第24話 首唱先導(Initiative)
彼女は宣言する。
「次に会うのは、次の日曜の新宿駅西口で14時。
そのときに返してくれればいいから。
いいわね?」
「強引だなぁ。
なんでそこまで……」
本当にまぁ、俺の都合なんか聞きもしないな。
「決まっているじゃない。
君は、私の力のマスターなのよ。
その君が力を使うなと言うから、私は使わないし使えないけれど、だからこそ安心もしてる。

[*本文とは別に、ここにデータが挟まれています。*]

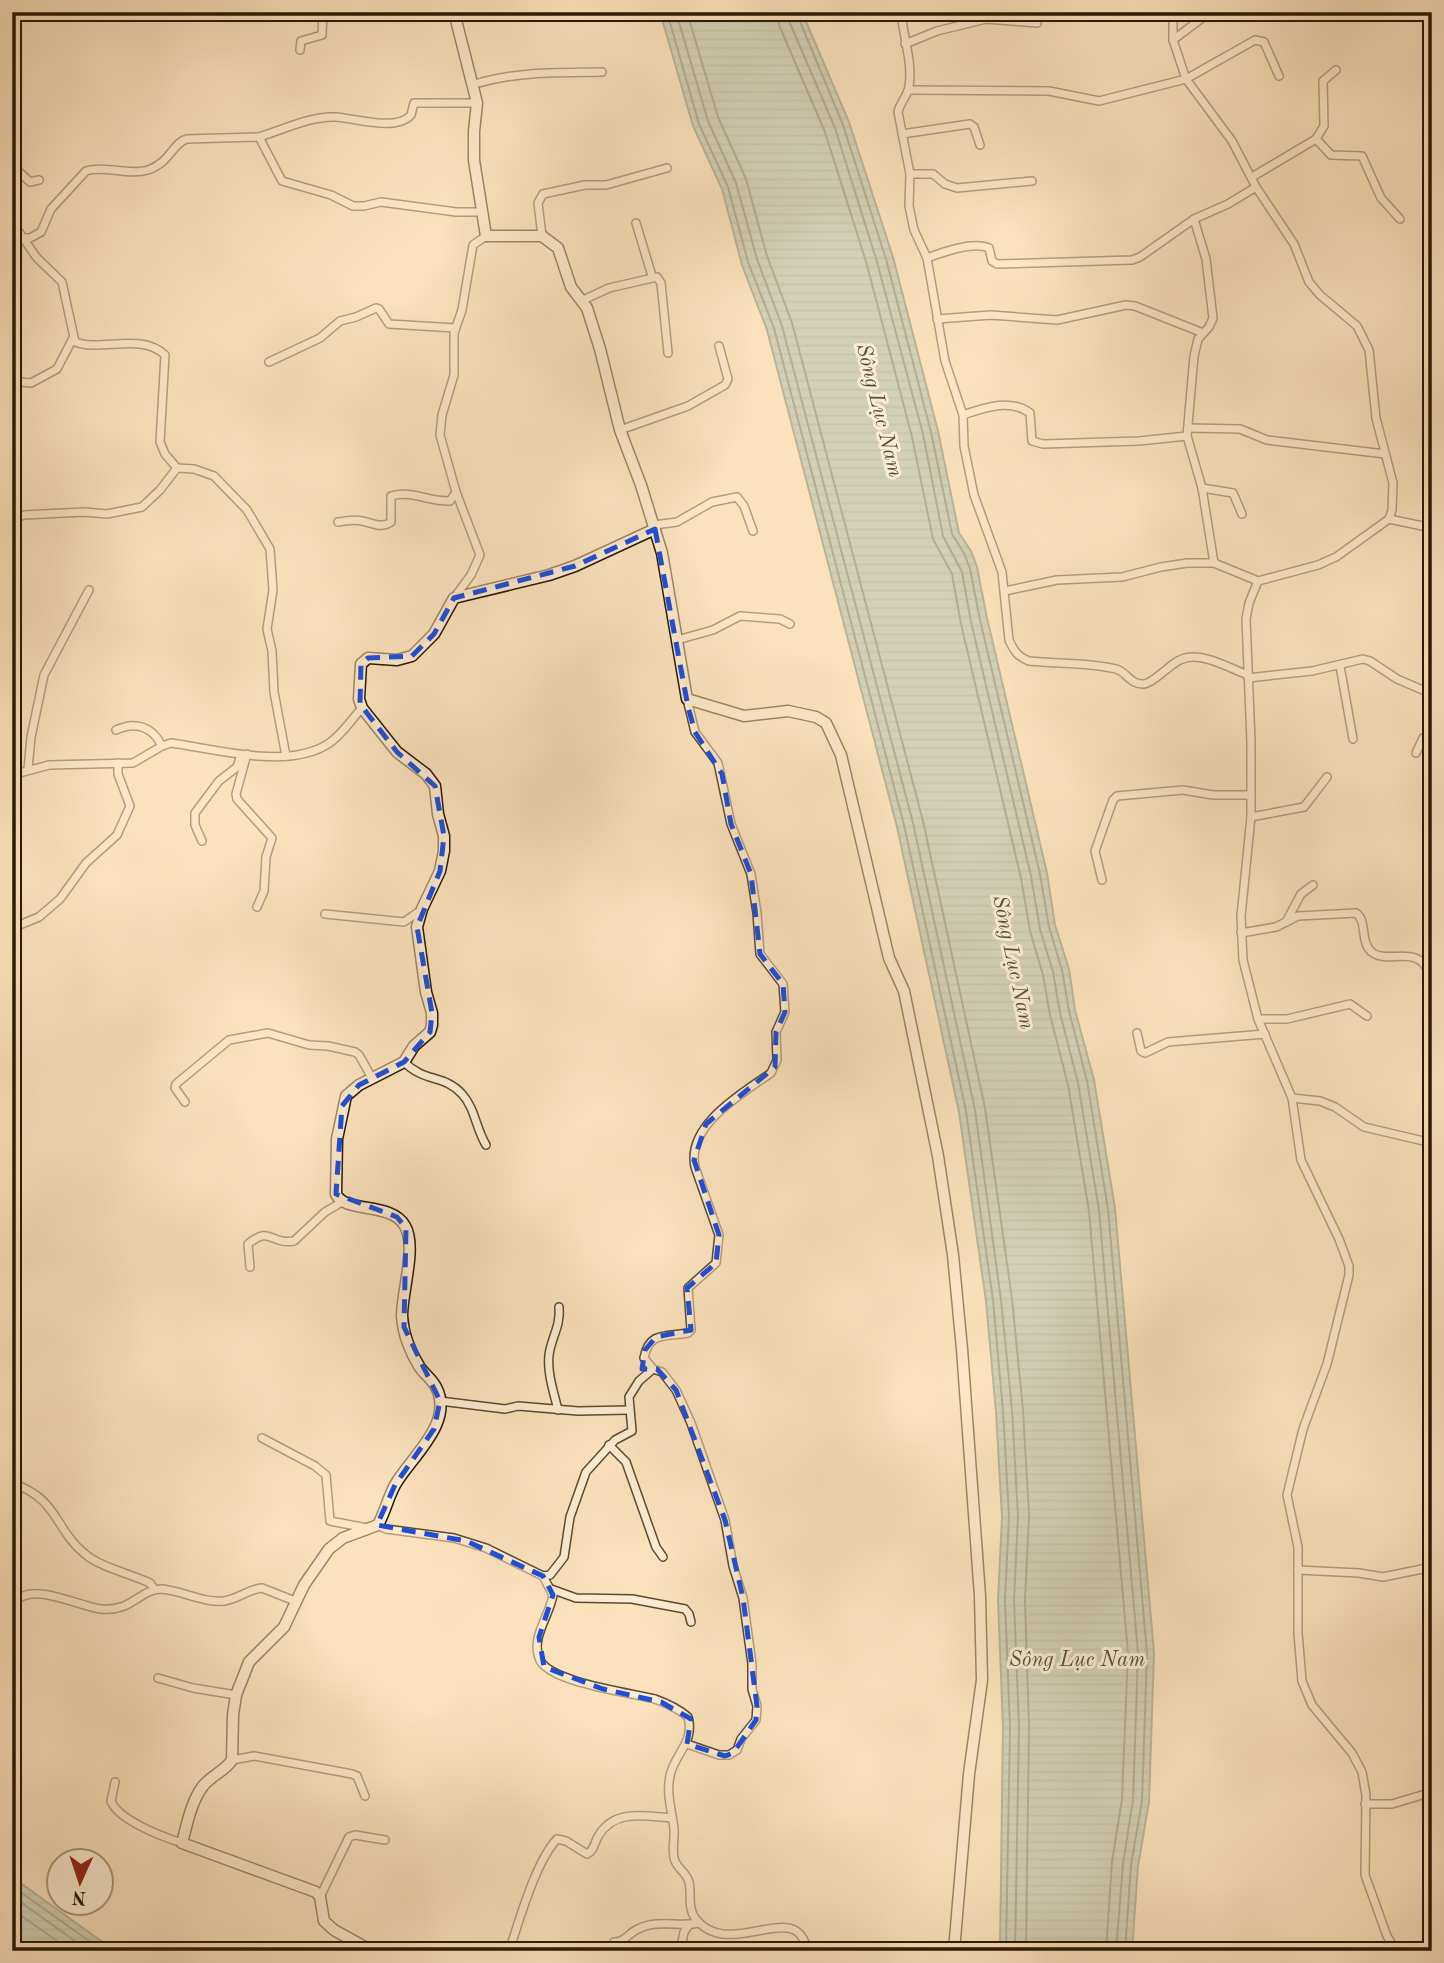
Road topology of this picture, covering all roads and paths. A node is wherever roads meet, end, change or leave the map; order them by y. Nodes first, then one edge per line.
1 (323, 12) edge
2 (454, 12) edge
3 (901, 12) edge
4 (1173, 12) edge
5 (1210, 12) edge
6 (1037, 23) dead end
7 (1174, 40) junction
8 (905, 44) junction
9 (300, 50) dead end
10 (1336, 70) dead end
11 (602, 72) dead end
12 (1279, 76) dead end
13 (1186, 79) junction
14 (472, 85) junction
15 (909, 90) junction
16 (478, 103) junction
17 (902, 134) junction
18 (259, 137) junction
19 (1316, 139) junction
20 (980, 145) dead end
21 (12, 168) edge
22 (667, 168) dead end
23 (910, 174) junction
24 (1252, 177) junction
25 (39, 180) dead end
26 (1032, 181) dead end
27 (1256, 187) junction
28 (482, 212) junction
29 (1194, 219) junction
30 (1400, 219) dead end
31 (12, 222) edge
32 (636, 223) dead end
33 (486, 236) junction
34 (542, 236) junction
35 (24, 239) junction
36 (927, 258) junction
37 (652, 276) junction
38 (581, 301) junction
39 (937, 319) junction
40 (455, 328) junction
41 (1203, 333) junction
42 (73, 338) junction
43 (719, 346) dead end
44 (668, 353) dead end
45 (269, 362) dead end
46 (12, 381) edge
47 (963, 415) junction
48 (620, 430) junction
49 (1187, 432) junction
50 (1385, 454) junction
51 (177, 468) junction
52 (1202, 488) junction
53 (456, 492) junction
54 (1241, 514) dead end
55 (12, 519) edge
56 (1389, 519) junction
57 (338, 522) dead end
58 (655, 527) junction
59 (1432, 528) edge
60 (753, 531) dead end
61 (1214, 563) junction
62 (1258, 581) junction
63 (89, 590) dead end
64 (1005, 591) junction
65 (454, 598) junction
66 (790, 624) dead end
67 (677, 640) junction
68 (1340, 666) junction
69 (1248, 676) junction
70 (1432, 694) edge
71 (687, 699) junction
72 (362, 708) junction
73 (116, 730) dead end
74 (1353, 738) dead end
75 (1432, 738) edge
76 (162, 746) junction
77 (244, 754) junction
78 (1416, 754) dead end
79 (286, 756) junction
80 (118, 763) junction
81 (28, 769) junction
82 (12, 775) edge
83 (1326, 777) dead end
84 (1251, 795) junction
85 (1251, 817) junction
86 (202, 841) dead end
87 (1102, 880) dead end
88 (1313, 885) dead end
89 (257, 907) dead end
90 (422, 909) junction
91 (326, 914) dead end
92 (1286, 923) junction
93 (12, 928) edge
94 (1241, 933) junction
95 (1432, 976) edge
96 (1367, 1016) dead end
97 (1258, 1019) junction
98 (1137, 1033) dead end
99 (1265, 1034) junction
100 (404, 1062) junction
101 (372, 1078) junction
102 (1292, 1098) junction
103 (185, 1102) dead end
104 (1432, 1143) edge
105 (486, 1145) dead end
106 (342, 1202) junction
107 (250, 1267) dead end
108 (559, 1307) dead end
109 (653, 1369) junction
110 (440, 1401) junction
111 (558, 1410) junction
112 (629, 1410) junction
113 (262, 1438) dead end
114 (609, 1445) junction
115 (12, 1483) edge
116 (373, 1526) junction
117 (663, 1558) dead end
118 (1432, 1567) edge
119 (1298, 1570) junction
120 (543, 1576) junction
121 (154, 1589) junction
122 (551, 1589) junction
123 (295, 1601) junction
124 (12, 1605) edge
125 (691, 1622) dead end
126 (158, 1678) dead end
127 (236, 1695) junction
128 (687, 1744) junction
129 (232, 1760) junction
130 (115, 1782) dead end
131 (1432, 1792) edge
132 (365, 1796) dead end
133 (1365, 1804) junction
134 (672, 1818) junction
135 (385, 1840) dead end
136 (182, 1843) junction
137 (320, 1897) junction
138 (699, 1923) junction
139 (689, 1925) junction
140 (614, 1942) dead end
141 (372, 1951) edge
142 (509, 1951) edge
143 (674, 1951) edge
144 (807, 1951) edge
145 (954, 1951) edge
146 (1396, 1951) edge

1 - 9 street
2 - 14 street
3 - 8 street
4 - 7 street
5 - 7 street
6 - 8 street
7 - 13 street
8 - 15 street
10 - 19 street
11 - 14 street
12 - 13 street
13 - 15 street
13 - 24 street
14 - 16 street
15 - 17 street
16 - 18 street
16 - 28 street
17 - 20 street
17 - 23 street
18 - 28 street
18 - 35 street
19 - 24 street
19 - 30 street
21 - 25 street
22 - 34 street
23 - 26 street
23 - 36 street
24 - 27 street
27 - 29 street
27 - 50 street
28 - 33 street
29 - 36 street
29 - 41 street
31 - 35 street
32 - 37 street
33 - 34 street
33 - 40 street
34 - 38 street
35 - 42 street
36 - 39 street
37 - 38 street
37 - 44 street
38 - 48 street
39 - 41 street
39 - 47 street
40 - 45 street
40 - 53 street
41 - 49 street
42 - 46 street
42 - 51 street
43 - 48 street
47 - 49 street
47 - 64 street
48 - 58 street
49 - 50 street
49 - 52 street
50 - 56 street
51 - 55 street
51 - 79 street
52 - 54 street
52 - 61 street
53 - 57 street
53 - 65 street
56 - 59 street
56 - 62 street
58 - 60 street
58 - 65 street
58 - 67 street
61 - 62 street
61 - 64 street
62 - 69 street
63 - 81 street
64 - 69 street
65 - 72 street
66 - 67 street
67 - 71 street
68 - 69 street
68 - 70 street
68 - 74 street
69 - 84 street
71 - 109 street
71 - 145 street
72 - 79 street
72 - 90 street
73 - 76 street
75 - 78 street
76 - 77 street
76 - 80 street
77 - 79 street
77 - 86 street
77 - 89 street
80 - 81 street
80 - 93 street
81 - 82 street
83 - 85 street
84 - 85 street
84 - 87 street
85 - 94 street
88 - 92 street
90 - 91 street
90 - 100 street
92 - 94 street
92 - 95 street
94 - 97 street
96 - 97 street
97 - 99 street
98 - 99 street
99 - 102 street
100 - 101 street
100 - 105 street
101 - 103 street
101 - 106 street
102 - 104 street
102 - 119 street
106 - 107 street
106 - 110 street
108 - 111 street
109 - 112 street
109 - 128 street
110 - 111 street
110 - 116 street
111 - 112 street
112 - 114 street
113 - 116 street
114 - 117 street
114 - 120 street
115 - 121 street
116 - 120 street
116 - 123 street
118 - 119 street
119 - 133 street
120 - 122 street
121 - 123 street
121 - 124 street
122 - 125 street
122 - 128 street
123 - 127 street
126 - 127 street
127 - 129 street
128 - 134 street
129 - 132 street
129 - 136 street
130 - 136 street
131 - 133 street
133 - 146 street
134 - 138 street
134 - 142 street
135 - 137 street
136 - 137 street
137 - 141 street
138 - 139 street
138 - 144 street
139 - 140 street
139 - 143 street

でもね、だからこそ、言いたいことは言う。そうでないと、私は君の奴隷みたいなものになっちゃうから。
それだけは絶対、嫌」
ああ、そうか。
そりゃ、そうだよな。そう思うよな。
「行けっ、ピカチ○ウ!!」
「……今、なんか、言い、ました、か?」
「いや、別になにも」
目が怖いぞ。
一言一言区切って話していて、冗談じゃ済まさないって顔だ。
でも、言ってみたかったんだ。俺の生命を、たった1000円と見積もられた腹いせに。
「で?」
「い、いや、俺はこの先、君に力を使えなんて命令を出すことはない。
絶対とは言わないまでも、よほどの例外的な事態でも生じない限り。
だから、俺がそのマスターというか、ご主人さまみたいになることは絶対にないよ」
「あのねっ、君はわかってないっ。
『使うな』も、私にとっては命令のうちなんですけどぉっ!」
……あ、それは反論できない。
彼女にとって、この力は誇りのうちでもあったんだろうしなぁ。
「あー、言われてみれば、そのとおりです」
「わかった?
だから、私が決めるの。そう決めた。
いい?」
「はい」
「素直でよろしい」
「ちぇっ」
「舌打ちしない!
お行儀!」
一体全体、なんなんだ。
俺のこと、犬みたいに扱いやがって。
ま、コントはもういい。
「もう帰る。
じゃあ」
俺はそう言って片手を上げた。
次に会うときには、もう少しお互いの話をして。相互理解を深めよう。今はまだ、踏み込みたがっちゃいけない。それくらいのことは俺も学んだし、なんせ悪魔との協議ができなかったら、1000円の借金は踏み倒すことになるんだ。
そうなった時、なにもわからないという事態の方が、まだ彼女にとっては救いのはずだ。
「うん、またね」
「ああ」
俺は歩きだし……。
背中越しに小さな小さな彼女の声を聞いた。
「ありがとう」
俺は聞こえない振りで歩き続けた。
まだ、その言葉に相当できるだけのことが、自分にできるかわからなかったからだ。
そして、彼女の今の言葉だって、どれほどの混乱と葛藤の結果生み出されたものかが俺にはわかる。将来、彼女は今の「ありがとう」を後悔することになる可能性だってあるんだ。だから、今は聞こえない振りでいい。
でも、それでも、今の状態がそう悪い結果ではなかったと思うことが、その時の俺にはできたんだ……。